Mas as partidas também terão um importante papel esportivo. Vários jogadores do Shakhtar Donetsk também são membros da seleção da Ucrânia, e os jogos ajudarão a garantir sua boa forma antes de um playoff de qualificação importante em junho para a Copa do Mundo de 2022. (O rival do Shakhtar, o Dínamo Kiev, está jogando uma série de jogos de exibição pelos mesmos motivos; ambos os clubes disseram que convocarão jogadores de outras equipes ucranianas para complementar suas listas, em parte para que a Ucrânia tenha a melhor chance de avançar para a Copa do Mundo no playoff de junho.)
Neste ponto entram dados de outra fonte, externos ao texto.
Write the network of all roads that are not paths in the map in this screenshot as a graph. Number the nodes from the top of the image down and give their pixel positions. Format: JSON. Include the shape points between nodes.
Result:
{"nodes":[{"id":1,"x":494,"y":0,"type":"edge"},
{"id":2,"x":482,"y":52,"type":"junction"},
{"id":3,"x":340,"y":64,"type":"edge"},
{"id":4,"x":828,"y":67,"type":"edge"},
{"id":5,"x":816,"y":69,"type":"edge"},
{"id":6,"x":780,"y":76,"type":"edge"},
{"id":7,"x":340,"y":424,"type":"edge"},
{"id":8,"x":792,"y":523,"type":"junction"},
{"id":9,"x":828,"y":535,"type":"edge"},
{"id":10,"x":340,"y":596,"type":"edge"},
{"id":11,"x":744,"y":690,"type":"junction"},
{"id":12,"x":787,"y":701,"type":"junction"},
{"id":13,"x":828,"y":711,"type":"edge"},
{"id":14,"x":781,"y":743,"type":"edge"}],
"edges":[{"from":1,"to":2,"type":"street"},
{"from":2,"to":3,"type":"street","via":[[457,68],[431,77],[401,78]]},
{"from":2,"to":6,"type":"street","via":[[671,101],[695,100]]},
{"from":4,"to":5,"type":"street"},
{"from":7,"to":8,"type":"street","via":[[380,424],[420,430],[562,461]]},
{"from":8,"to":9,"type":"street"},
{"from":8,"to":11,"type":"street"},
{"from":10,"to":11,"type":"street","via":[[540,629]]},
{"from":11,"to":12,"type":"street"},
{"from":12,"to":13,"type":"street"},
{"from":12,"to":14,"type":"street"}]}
A equipe do Shakhtar que participará da próxima turnê – partidas contra clubes poloneses e turcos foram marcadas, e jogos contra adversários de primeira linha podem seguir – perdeu grande parte de seu talento internacional: a maioria desses jogadores exerceu uma opção que permitia para assinar temporariamente com equipes fora da Ucrânia após a eclosão da guerra. A maioria nunca vai voltar. Mas alguns, como o zagueiro brasileiro Marlon, disseram que voltarão, e outros estão ponderando suas opções.
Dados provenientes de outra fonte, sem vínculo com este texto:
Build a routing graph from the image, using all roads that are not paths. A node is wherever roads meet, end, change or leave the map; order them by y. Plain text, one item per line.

“Não estamos com raiva, somos todos seres humanos”, disse Srna. “É importante que eles estejam seguros e com sua família.”
A nova temporada na Ucrânia está, por enquanto, marcada para começar em julho. Com tantos danos ao país e a guerra ainda em andamento, o cronograma parece ser pouco mais do que um substituto. Quando o futebol voltar, como eventualmente acontecerá, nada será o mesmo.
Ainda não está claro se Donetsk, a casa do Shakhtar, continuará fazendo parte da Ucrânia, uma perspectiva que pode tornar permanente o exílio temporário da equipe. Seja qual for o caso, seja qual for a conclusão, os dirigentes da equipe disseram que o Shakhtar nunca daria as costas às suas raízes.
“Eles podem colocar qualquer bandeira que quiserem em Donetsk”, disse Srna. “Mas o Shakhtar sempre será de Donetsk; é algo que ninguém e nada pode mudar.”
Onde quer que o Shakhtar acabe chamando para casa, quem quer que jogue no ínterim, uma ideia permanece impossível até mesmo de contemplar: jogos contra adversários russos. Palkin disse estar confiante de que as autoridades do futebol europeu garantirão que as equipes ucranianas não se cruzem com adversários da Rússia em competições futuras. Mas ele tinha uma resposta simples se o Shakhtar já tivesse enfrentado esse confronto. “Nós não jogaríamos”, disse ele.